Input for this task section start

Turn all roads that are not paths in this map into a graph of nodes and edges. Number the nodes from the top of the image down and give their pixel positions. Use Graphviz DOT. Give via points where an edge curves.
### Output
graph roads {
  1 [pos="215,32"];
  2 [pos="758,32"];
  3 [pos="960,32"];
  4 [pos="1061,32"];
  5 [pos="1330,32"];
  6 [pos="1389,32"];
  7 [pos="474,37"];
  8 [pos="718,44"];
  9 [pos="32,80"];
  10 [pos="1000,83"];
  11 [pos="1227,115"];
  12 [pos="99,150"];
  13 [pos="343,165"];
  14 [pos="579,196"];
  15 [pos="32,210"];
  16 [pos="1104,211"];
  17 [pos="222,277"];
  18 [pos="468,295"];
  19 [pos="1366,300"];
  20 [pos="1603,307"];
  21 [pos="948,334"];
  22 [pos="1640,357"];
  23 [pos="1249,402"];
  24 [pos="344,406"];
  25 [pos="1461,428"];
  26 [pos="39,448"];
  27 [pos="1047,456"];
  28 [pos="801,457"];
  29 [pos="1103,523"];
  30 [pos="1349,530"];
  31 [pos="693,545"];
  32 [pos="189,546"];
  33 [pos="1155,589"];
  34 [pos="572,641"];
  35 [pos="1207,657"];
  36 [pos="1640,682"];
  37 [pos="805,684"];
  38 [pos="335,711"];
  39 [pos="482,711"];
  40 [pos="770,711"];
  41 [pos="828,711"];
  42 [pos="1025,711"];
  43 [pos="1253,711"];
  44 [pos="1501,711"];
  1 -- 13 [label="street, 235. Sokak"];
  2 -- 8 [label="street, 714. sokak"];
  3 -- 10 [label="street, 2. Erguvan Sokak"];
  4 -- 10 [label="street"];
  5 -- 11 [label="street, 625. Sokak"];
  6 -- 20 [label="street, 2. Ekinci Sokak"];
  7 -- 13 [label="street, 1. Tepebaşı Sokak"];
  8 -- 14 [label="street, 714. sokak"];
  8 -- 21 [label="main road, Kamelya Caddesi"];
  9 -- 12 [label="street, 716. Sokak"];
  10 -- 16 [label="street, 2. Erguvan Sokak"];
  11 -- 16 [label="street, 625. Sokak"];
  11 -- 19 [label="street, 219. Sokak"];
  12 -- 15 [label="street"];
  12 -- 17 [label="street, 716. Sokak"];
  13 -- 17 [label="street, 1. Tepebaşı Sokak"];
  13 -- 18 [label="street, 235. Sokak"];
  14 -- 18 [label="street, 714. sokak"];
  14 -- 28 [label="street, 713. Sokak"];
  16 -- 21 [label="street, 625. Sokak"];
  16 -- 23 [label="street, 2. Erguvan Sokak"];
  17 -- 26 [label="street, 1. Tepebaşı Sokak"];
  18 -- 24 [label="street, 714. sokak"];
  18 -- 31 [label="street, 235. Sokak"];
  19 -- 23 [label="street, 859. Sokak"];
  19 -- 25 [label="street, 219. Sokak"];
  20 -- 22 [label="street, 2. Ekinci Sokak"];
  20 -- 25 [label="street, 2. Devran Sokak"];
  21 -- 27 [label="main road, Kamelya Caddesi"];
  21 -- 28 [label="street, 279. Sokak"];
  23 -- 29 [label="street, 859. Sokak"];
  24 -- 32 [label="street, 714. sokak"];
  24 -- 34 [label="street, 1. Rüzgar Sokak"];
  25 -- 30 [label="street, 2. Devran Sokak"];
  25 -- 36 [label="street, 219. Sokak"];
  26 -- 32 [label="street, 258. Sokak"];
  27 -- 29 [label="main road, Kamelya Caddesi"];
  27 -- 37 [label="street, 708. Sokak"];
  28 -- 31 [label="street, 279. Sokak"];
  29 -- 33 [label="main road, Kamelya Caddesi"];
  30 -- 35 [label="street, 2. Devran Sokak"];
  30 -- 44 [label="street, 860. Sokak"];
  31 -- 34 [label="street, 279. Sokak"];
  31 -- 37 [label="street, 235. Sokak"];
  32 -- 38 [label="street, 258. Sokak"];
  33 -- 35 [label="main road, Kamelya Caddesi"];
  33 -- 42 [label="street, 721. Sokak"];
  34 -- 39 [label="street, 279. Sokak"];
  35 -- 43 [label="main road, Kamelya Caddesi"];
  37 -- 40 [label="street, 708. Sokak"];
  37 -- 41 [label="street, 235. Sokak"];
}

Input for this task section end
Input for this task section start

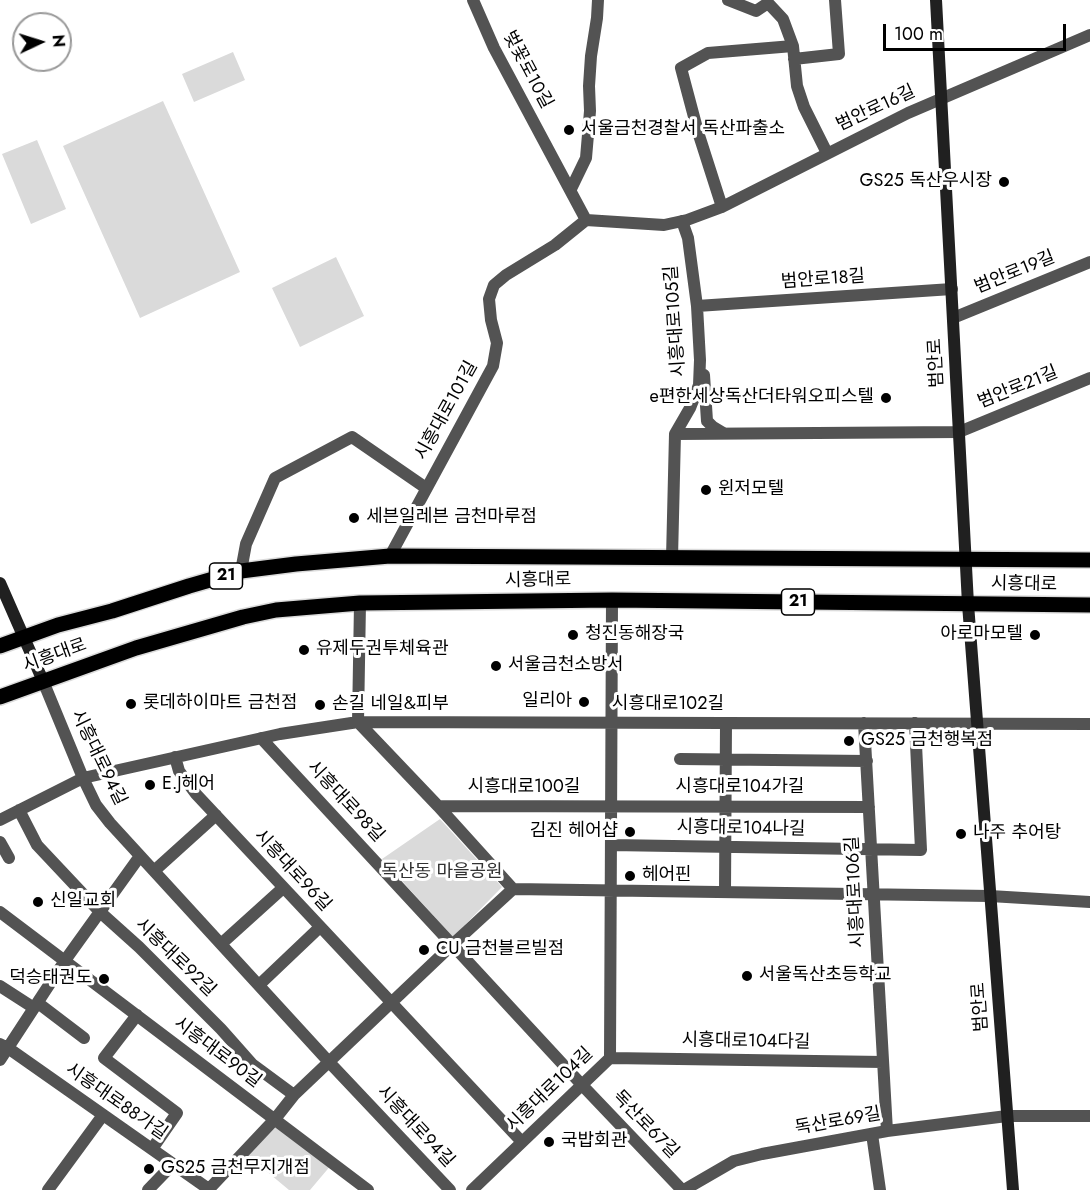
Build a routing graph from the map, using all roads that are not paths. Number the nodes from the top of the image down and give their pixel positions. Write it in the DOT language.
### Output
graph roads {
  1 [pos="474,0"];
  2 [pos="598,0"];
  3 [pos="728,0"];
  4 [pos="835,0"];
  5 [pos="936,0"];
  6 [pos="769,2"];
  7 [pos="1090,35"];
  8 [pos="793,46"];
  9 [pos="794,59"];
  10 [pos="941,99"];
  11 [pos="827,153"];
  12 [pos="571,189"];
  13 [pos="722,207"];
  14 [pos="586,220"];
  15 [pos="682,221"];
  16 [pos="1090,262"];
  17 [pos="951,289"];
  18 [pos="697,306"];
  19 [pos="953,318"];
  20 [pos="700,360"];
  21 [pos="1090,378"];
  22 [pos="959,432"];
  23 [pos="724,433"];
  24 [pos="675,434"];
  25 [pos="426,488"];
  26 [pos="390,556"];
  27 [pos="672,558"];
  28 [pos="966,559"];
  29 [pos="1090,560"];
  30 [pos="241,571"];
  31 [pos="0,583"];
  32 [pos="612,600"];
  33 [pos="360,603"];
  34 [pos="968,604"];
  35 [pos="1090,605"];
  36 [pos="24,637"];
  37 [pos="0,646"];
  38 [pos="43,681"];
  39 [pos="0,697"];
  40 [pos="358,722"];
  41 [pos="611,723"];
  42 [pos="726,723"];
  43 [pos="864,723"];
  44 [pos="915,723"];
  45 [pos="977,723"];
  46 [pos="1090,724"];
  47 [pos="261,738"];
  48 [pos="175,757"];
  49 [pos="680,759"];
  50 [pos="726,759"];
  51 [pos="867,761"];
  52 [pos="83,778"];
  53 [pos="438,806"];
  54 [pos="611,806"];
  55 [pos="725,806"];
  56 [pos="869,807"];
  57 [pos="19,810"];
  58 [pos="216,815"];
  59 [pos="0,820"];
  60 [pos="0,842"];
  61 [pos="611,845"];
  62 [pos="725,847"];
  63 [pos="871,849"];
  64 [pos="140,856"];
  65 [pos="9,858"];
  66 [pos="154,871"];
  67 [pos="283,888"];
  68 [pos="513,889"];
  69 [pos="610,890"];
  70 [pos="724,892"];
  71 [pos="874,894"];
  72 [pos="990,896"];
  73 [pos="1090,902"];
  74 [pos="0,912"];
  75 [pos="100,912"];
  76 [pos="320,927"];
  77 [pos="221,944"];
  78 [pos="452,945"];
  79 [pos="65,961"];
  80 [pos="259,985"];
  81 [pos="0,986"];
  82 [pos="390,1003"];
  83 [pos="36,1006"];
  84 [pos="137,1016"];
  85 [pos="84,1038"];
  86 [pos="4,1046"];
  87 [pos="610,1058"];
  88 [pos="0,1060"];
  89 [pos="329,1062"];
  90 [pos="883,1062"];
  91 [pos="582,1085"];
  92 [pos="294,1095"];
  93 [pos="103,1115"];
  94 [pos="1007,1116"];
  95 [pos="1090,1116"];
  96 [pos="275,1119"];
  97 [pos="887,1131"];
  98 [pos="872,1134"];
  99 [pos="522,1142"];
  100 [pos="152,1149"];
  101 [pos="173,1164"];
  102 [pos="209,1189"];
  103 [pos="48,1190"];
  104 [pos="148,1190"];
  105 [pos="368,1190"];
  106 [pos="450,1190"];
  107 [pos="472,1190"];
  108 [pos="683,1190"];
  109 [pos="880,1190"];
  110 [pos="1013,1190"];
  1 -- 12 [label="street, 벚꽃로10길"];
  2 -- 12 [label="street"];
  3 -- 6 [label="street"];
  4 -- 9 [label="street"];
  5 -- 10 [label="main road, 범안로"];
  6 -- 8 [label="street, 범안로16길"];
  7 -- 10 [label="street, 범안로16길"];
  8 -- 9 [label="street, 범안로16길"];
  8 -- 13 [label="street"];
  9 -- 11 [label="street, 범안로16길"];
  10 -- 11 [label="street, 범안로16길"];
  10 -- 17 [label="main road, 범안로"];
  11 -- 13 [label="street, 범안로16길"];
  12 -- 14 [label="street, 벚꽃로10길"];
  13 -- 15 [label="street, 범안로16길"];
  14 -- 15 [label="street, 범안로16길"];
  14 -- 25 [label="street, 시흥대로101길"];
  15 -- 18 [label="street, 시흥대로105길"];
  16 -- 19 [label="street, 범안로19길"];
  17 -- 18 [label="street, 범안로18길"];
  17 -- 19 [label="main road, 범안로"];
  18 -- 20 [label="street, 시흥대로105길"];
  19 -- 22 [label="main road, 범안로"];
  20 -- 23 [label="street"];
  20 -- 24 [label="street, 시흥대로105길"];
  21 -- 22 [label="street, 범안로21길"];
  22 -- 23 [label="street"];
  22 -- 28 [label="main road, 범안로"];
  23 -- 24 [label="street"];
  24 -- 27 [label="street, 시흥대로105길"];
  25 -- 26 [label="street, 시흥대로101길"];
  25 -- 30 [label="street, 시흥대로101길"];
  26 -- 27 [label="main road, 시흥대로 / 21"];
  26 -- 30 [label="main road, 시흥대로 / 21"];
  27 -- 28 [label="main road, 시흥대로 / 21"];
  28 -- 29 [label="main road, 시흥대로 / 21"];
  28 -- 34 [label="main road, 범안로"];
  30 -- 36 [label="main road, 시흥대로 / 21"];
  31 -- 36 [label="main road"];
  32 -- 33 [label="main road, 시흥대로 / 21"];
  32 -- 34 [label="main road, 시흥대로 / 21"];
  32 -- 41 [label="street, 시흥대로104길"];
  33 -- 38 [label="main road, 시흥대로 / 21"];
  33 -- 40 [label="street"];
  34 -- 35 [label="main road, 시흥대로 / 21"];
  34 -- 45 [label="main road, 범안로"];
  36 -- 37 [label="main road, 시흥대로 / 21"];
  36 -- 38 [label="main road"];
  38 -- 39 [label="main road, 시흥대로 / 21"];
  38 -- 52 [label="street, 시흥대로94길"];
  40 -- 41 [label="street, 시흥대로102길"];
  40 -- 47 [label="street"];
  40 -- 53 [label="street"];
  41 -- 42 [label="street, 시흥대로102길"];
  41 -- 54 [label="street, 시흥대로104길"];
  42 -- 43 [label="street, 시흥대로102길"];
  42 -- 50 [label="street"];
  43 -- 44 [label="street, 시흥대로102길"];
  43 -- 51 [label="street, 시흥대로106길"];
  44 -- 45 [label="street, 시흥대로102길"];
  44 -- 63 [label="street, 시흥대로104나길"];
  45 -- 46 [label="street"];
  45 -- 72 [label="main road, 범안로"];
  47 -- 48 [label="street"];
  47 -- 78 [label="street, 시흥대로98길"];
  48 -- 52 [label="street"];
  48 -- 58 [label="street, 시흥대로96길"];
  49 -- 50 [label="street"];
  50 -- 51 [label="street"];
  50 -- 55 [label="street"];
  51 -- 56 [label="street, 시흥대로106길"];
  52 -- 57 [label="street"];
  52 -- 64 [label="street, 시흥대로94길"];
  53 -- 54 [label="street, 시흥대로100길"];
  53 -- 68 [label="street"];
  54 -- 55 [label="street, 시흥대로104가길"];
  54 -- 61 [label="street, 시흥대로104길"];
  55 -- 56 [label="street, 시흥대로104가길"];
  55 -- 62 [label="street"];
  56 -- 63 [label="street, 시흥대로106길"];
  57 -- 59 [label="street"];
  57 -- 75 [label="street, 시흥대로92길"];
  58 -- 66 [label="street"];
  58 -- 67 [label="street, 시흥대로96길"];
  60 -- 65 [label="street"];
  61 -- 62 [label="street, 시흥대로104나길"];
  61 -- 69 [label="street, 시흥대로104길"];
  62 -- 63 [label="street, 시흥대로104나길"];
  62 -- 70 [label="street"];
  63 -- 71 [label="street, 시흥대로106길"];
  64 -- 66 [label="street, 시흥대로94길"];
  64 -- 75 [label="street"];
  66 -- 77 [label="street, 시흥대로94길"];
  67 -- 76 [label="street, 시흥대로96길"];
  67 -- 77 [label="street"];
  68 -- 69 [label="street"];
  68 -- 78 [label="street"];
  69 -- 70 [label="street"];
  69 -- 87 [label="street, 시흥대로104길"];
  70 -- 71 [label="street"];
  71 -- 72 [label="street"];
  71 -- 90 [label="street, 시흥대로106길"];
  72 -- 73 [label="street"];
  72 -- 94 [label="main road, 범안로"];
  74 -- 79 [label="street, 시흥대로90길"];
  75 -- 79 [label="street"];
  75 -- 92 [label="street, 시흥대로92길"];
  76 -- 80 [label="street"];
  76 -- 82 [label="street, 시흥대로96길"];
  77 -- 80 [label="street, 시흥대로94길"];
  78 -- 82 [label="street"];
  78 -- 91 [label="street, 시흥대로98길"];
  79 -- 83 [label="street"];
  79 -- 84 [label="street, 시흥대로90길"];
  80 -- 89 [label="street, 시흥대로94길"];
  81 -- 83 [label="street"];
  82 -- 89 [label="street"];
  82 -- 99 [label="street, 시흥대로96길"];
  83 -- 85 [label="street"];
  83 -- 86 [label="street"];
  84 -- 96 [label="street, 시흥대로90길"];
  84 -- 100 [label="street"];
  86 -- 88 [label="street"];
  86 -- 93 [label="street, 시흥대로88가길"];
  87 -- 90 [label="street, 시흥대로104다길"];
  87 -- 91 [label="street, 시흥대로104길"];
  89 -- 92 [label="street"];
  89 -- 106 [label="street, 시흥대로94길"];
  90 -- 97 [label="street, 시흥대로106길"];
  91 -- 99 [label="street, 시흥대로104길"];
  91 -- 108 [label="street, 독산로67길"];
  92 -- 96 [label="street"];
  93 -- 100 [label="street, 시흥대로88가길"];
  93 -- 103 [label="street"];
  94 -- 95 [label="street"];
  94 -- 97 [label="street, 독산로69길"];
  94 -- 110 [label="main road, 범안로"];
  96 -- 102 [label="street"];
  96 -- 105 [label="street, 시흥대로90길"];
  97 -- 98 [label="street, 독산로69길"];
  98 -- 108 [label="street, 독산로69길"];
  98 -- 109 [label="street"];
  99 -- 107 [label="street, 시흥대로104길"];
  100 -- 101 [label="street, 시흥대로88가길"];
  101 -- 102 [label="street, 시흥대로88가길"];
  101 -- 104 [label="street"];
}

Input for this task section end

→ **Task statement**: From the listing above, copy every line where the string "Ekinci" is found.

→ **Result of the exercise**:
  6 -- 20 [label="street, 2. Ekinci Sokak"];
  20 -- 22 [label="street, 2. Ekinci Sokak"];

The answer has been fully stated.